- EXTRACTED MATERIAL -
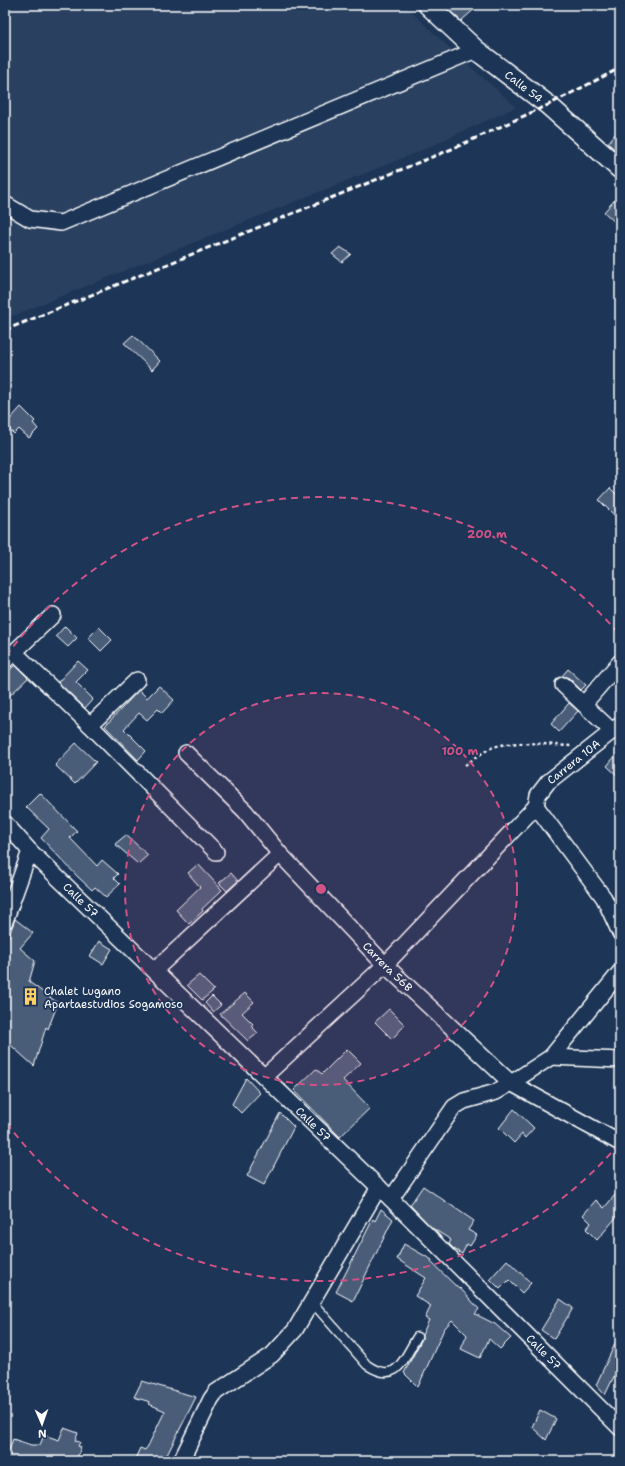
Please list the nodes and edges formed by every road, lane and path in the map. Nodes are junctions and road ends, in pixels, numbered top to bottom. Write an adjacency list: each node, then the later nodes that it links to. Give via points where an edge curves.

--

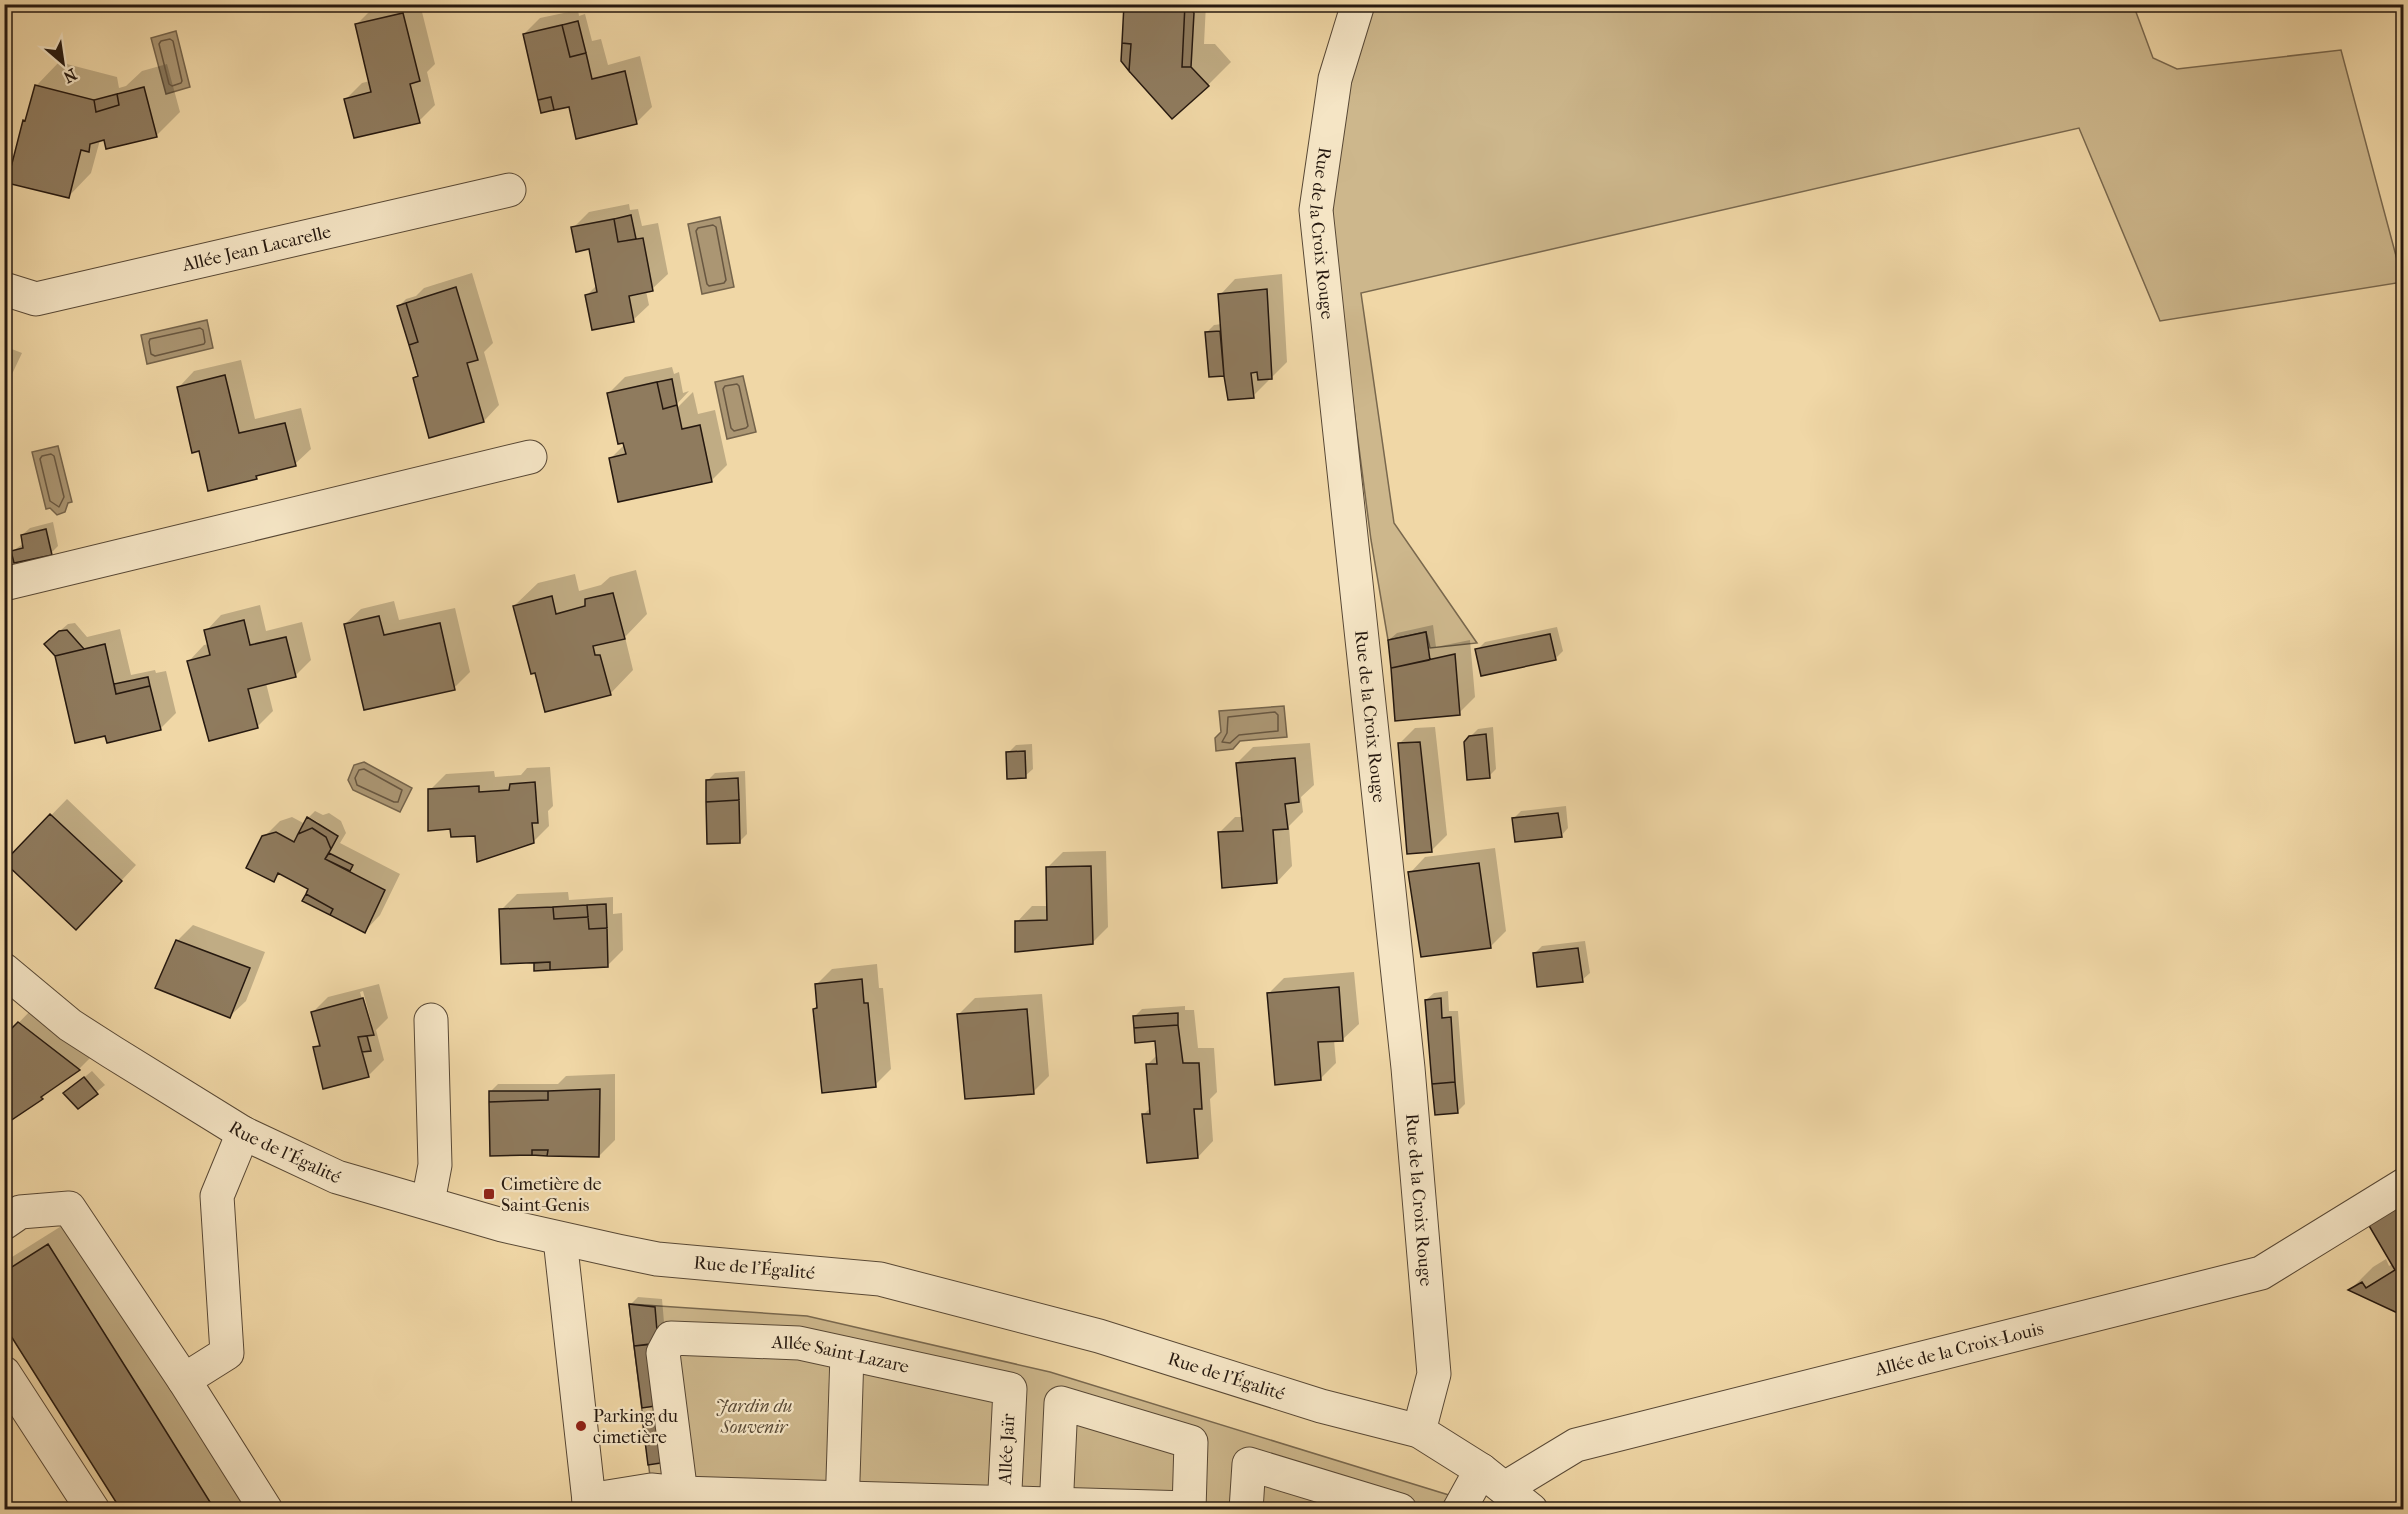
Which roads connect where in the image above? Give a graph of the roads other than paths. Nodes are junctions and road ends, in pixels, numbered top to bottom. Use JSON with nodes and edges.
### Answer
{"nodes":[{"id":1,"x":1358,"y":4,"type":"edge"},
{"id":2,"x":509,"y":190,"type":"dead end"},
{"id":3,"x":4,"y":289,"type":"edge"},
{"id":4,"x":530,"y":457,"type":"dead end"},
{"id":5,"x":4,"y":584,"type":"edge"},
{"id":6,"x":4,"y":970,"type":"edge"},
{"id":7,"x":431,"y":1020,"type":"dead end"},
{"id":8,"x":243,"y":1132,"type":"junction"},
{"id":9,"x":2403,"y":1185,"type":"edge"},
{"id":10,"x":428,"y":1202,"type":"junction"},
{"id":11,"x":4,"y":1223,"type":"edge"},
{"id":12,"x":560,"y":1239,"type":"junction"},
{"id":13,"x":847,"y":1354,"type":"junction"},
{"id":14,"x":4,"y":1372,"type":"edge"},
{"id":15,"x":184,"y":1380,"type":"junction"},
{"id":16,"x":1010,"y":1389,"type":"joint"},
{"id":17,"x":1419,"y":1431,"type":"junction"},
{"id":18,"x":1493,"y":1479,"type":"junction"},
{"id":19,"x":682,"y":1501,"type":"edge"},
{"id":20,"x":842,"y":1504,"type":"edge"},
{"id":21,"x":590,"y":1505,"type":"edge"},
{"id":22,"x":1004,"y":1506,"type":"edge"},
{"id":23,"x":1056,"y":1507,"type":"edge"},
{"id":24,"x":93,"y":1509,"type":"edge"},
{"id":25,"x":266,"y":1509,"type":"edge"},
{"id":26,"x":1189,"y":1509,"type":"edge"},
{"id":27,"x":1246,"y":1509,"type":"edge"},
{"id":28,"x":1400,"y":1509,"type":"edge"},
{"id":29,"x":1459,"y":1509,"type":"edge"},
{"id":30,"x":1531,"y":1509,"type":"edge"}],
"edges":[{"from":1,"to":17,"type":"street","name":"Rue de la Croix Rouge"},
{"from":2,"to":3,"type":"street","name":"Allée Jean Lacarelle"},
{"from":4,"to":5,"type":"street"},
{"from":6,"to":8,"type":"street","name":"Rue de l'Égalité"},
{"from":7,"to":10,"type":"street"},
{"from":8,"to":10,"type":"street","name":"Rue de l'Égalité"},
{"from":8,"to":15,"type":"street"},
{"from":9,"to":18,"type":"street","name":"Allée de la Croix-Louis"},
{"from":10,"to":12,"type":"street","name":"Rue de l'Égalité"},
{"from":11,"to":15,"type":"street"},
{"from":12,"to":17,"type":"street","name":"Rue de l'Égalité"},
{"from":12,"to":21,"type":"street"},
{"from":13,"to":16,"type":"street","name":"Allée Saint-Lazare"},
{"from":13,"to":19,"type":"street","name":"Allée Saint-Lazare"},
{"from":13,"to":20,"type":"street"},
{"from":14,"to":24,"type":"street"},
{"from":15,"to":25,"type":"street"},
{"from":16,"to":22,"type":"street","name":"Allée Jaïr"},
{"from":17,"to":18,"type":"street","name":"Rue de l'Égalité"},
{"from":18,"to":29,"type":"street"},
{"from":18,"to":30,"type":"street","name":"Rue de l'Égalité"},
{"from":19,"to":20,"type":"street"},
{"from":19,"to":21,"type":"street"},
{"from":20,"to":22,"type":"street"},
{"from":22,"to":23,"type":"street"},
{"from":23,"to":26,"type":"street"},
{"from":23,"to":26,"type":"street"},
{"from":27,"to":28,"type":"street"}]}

- ACTIVITY -
Look through the records for the word "junctions". Every line that has it should be copied.

- EXERCISE ANSWER -
Please list the nodes and edges formed by every road, lane and path in the map. Nodes are junctions and road ends, in pixels, numbered top to bottom. Write an adjacency list: each node, then the later nodes that it links to. Give via points where an edge curves.
Which roads connect where in the image above? Give a graph of the roads other than paths. Nodes are junctions and road ends, in pixels, numbered top to bottom. Use JSON with nodes and edges.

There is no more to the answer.